Python for Bioinformatics: Likelihood of an evolutionary tree 2

Saturday, November 20, 2010

Likelihood of an evolutionary tree 2

As usual, to improve my understanding of the likelihood calculation, I wrote some code. The first module is called likelihood.py, and it defines three functions for processing nodes, depending on the nature of their child nodes (both external, both internal, or mixed).

It's highly commented and should be self-explanatory after the previous post (here). To keep things simple, I have not implemented variable branch lengths yet.

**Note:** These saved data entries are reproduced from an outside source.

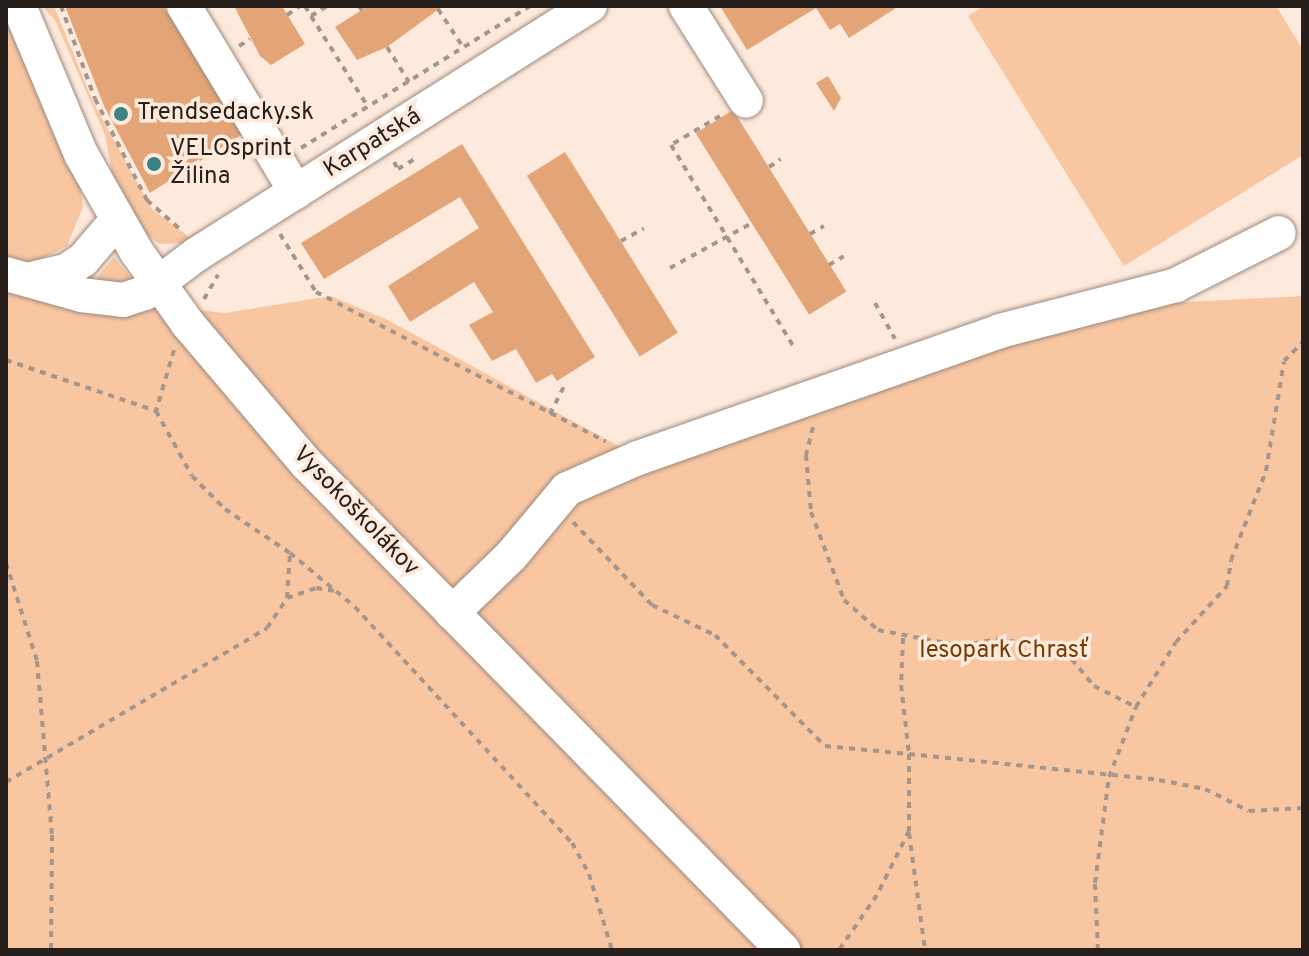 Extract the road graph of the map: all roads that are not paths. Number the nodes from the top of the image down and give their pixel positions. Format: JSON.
{"nodes":[{"id":1,"x":19,"y":6,"type":"edge"},
{"id":2,"x":184,"y":6,"type":"edge"},
{"id":3,"x":590,"y":6,"type":"edge"},
{"id":4,"x":686,"y":6,"type":"edge"},
{"id":5,"x":732,"y":109,"type":"road end"},
{"id":6,"x":296,"y":192,"type":"junction"},
{"id":7,"x":117,"y":220,"type":"junction"},
{"id":8,"x":1279,"y":233,"type":"dead end"},
{"id":9,"x":20,"y":276,"type":"edge"},
{"id":10,"x":157,"y":282,"type":"junction"},
{"id":11,"x":452,"y":613,"type":"junction"},
{"id":12,"x":783,"y":950,"type":"edge"}],
"edges":[{"from":1,"to":7,"type":"street","name":"Vysokoškolákov"},
{"from":2,"to":6,"type":"street"},
{"from":3,"to":6,"type":"street","name":"Karpatská"},
{"from":4,"to":5,"type":"street"},
{"from":6,"to":10,"type":"street","name":"Karpatská"},
{"from":7,"to":9,"type":"street"},
{"from":7,"to":10,"type":"street","name":"Vysokoškolákov"},
{"from":8,"to":11,"type":"street"},
{"from":9,"to":10,"type":"street","name":"Karpatská"},
{"from":10,"to":11,"type":"street","name":"Vysokoškolákov"},
{"from":11,"to":12,"type":"street","name":"Vysokoškolákov"}]} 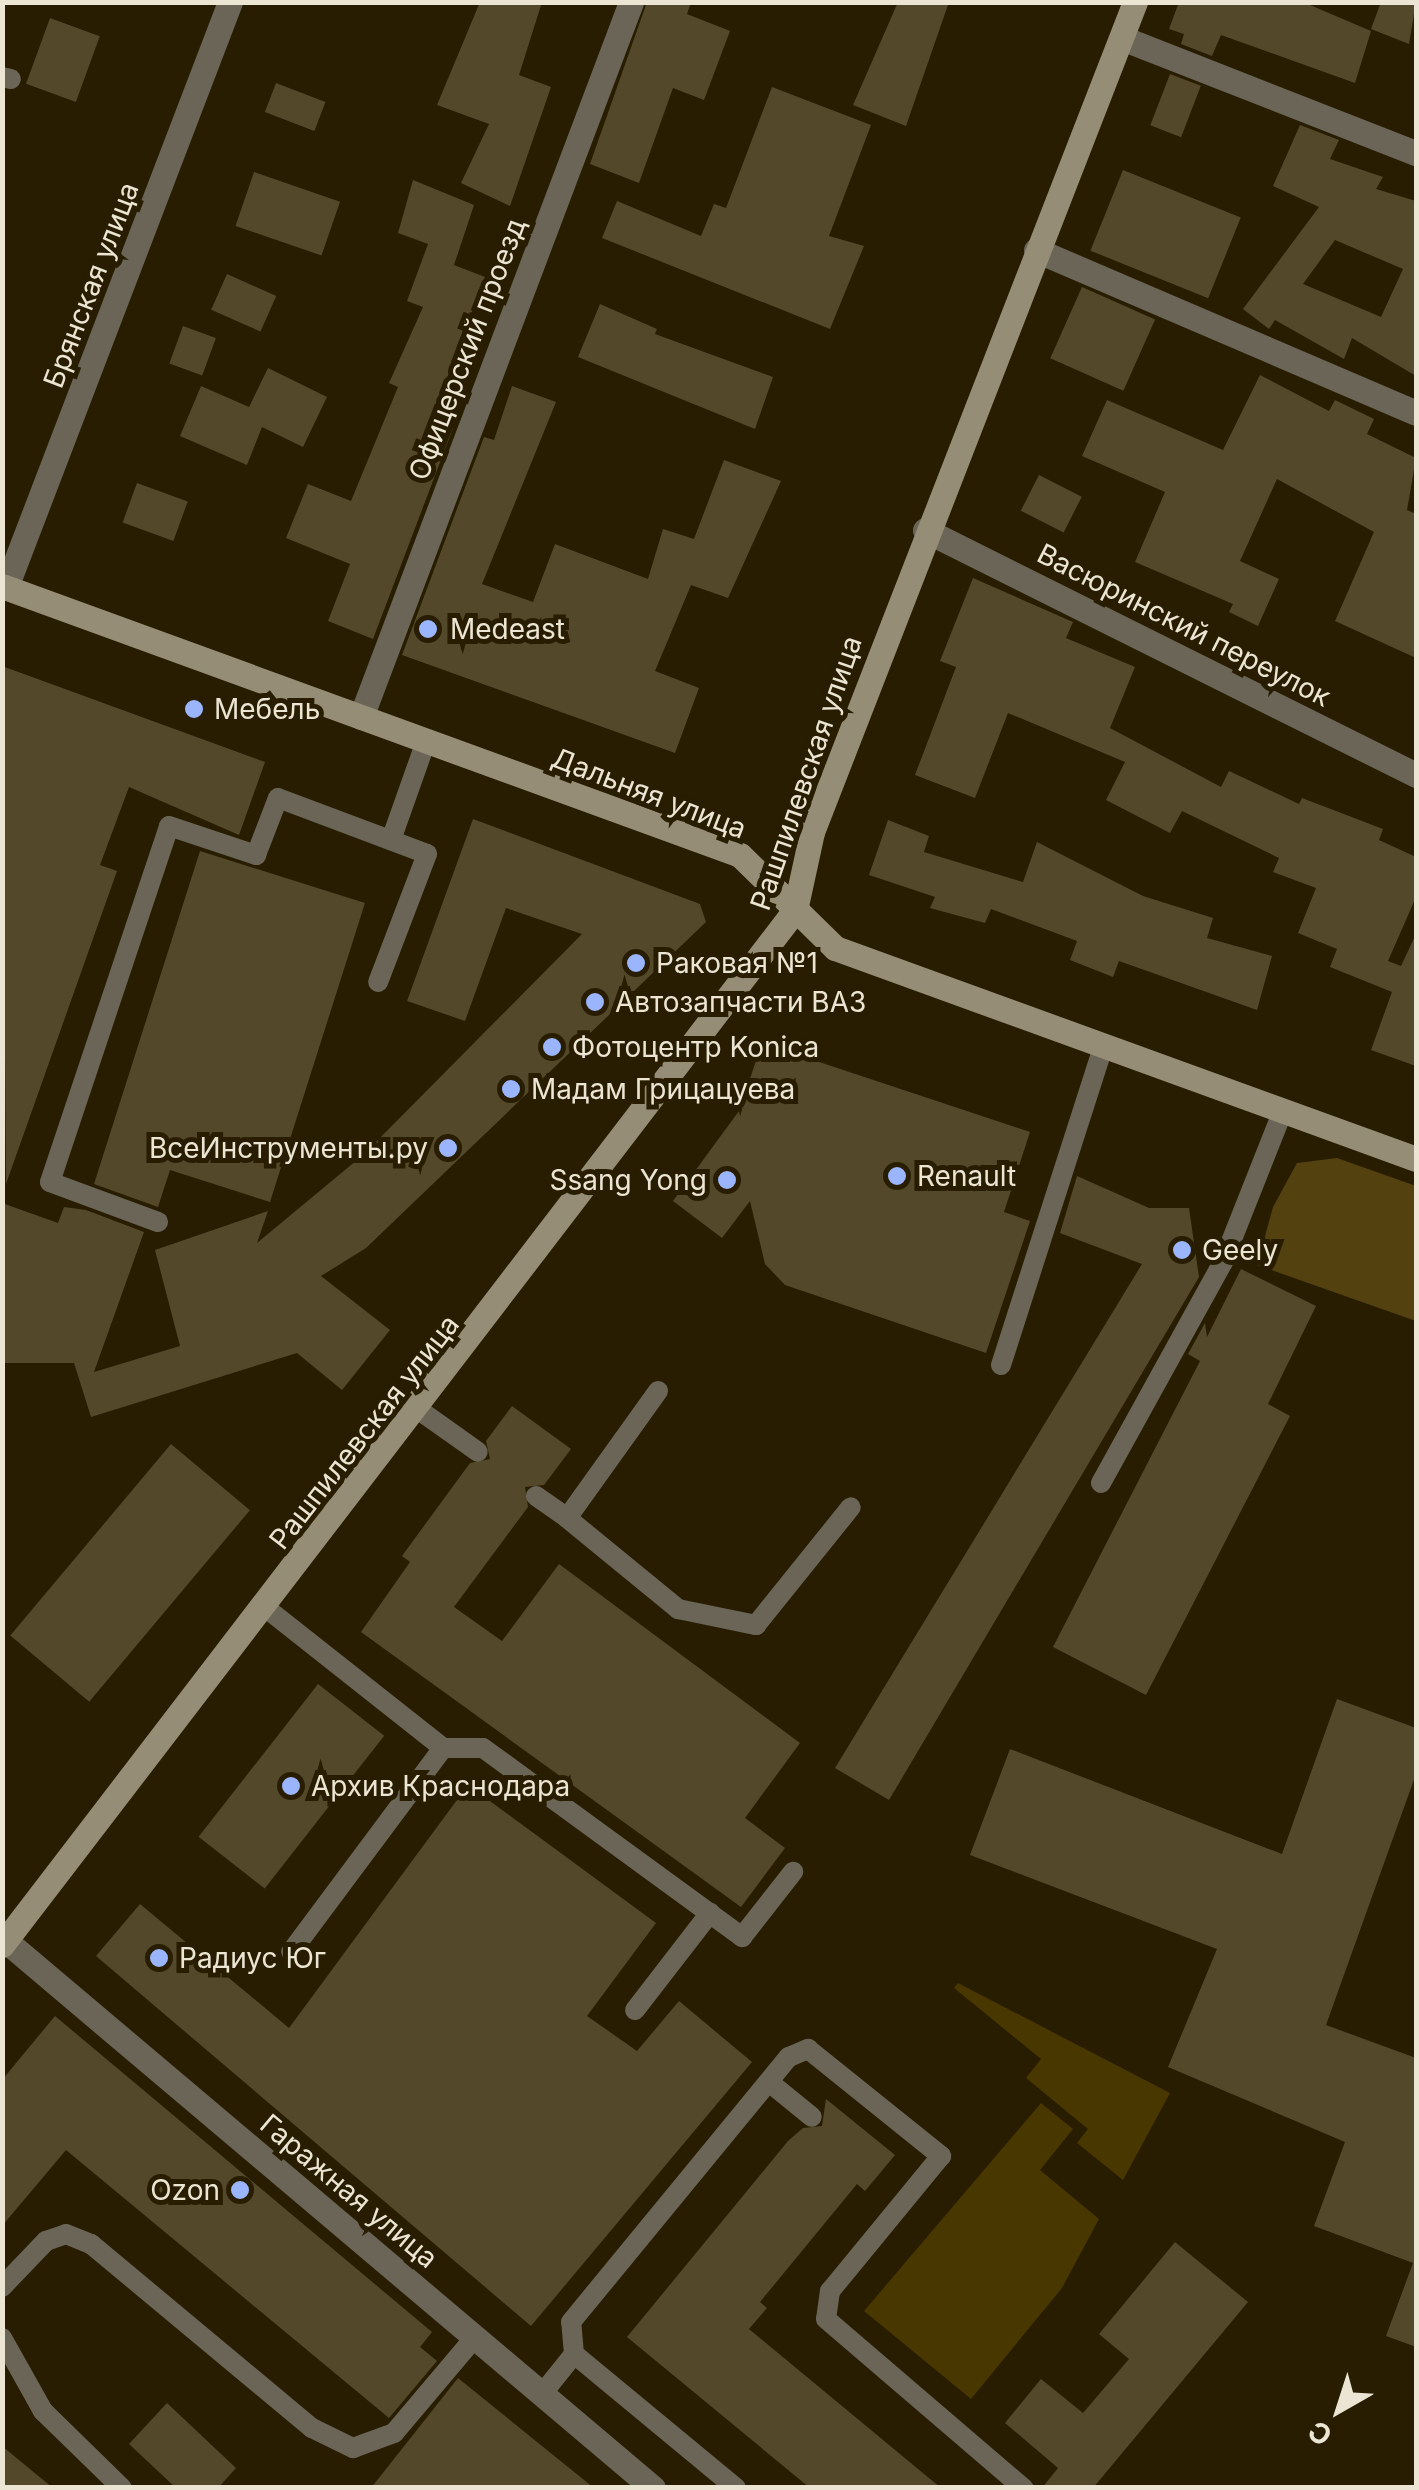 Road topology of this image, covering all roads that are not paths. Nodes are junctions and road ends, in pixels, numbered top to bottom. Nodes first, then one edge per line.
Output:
1 (230, 2) edge
2 (630, 2) edge
3 (1135, 2) edge
4 (1122, 38) junction
5 (1416, 154) edge
6 (1036, 250) junction
7 (1416, 413) edge
8 (925, 530) junction
9 (4, 587) edge
10 (361, 717) junction
11 (426, 741) junction
12 (1416, 774) edge
13 (391, 840) junction
14 (795, 910) junction
15 (378, 982) dead end
16 (1103, 1048) junction
17 (1282, 1112) junction
18 (1416, 1160) edge
19 (158, 1222) dead end
20 (1001, 1364) dead end
21 (658, 1390) dead end
22 (420, 1410) junction
23 (478, 1452) dead end
24 (1101, 1484) dead end
25 (536, 1496) dead end
26 (851, 1507) dead end
27 (566, 1518) junction
28 (266, 1608) junction
29 (443, 1748) junction
30 (793, 1872) dead end
31 (710, 1913) junction
32 (4, 1943) edge
33 (291, 1952) dead end
34 (635, 2010) dead end
35 (769, 2082) junction
36 (812, 2116) dead end
37 (2, 2287) edge
38 (475, 2337) junction
39 (2, 2338) edge
40 (574, 2354) junction
41 (542, 2394) junction
42 (122, 2488) edge
43 (653, 2488) edge
44 (736, 2488) edge
45 (1023, 2488) edge

1 - 9 street, Брянская улица
2 - 10 street, Офицерский проезд
3 - 4 street, Рашпилевская улица
4 - 5 street
4 - 6 street, Рашпилевская улица
6 - 7 street
6 - 8 street, Рашпилевская улица
8 - 12 street, Васюринский переулок
8 - 14 street, Рашпилевская улица
9 - 10 street, Дальняя улица
10 - 11 street, Дальняя улица
11 - 13 lane
11 - 14 street, Дальняя улица
13 - 15 lane
13 - 19 lane
14 - 16 street, Дальняя улица
14 - 22 street, Рашпилевская улица
16 - 17 street, Дальняя улица
16 - 20 lane
17 - 18 street, Дальняя улица
17 - 24 lane
21 - 27 lane
22 - 23 lane
22 - 28 street, Рашпилевская улица
25 - 27 lane
26 - 27 lane
28 - 29 lane
28 - 32 street, Рашпилевская улица
29 - 31 lane
29 - 33 lane
30 - 31 lane
31 - 34 lane
32 - 38 street, Гаражная улица
35 - 36 lane
35 - 40 lane
35 - 45 lane
37 - 38 lane
38 - 41 street, Гаражная улица
39 - 42 lane
40 - 41 lane
40 - 44 lane
41 - 43 street, Гаражная улица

The problem I'm having is testing. The version that I'm actually developing has lots of statements like: if debug: print .., where I've been rigid about putting the print on an indented line below the if. (I've stripped all of those out in the listing below). I went through the printout trying to verify the results of each calculation manually, and it's pretty exhausting. What would be nice is to have another ML program to test the output against, but without implementing the branch lengths properly, I'm not sure I can do that.

This module itself is sort of boring. I wrote another module that exercises it a lot more, but I'm not quite ready to show that yet.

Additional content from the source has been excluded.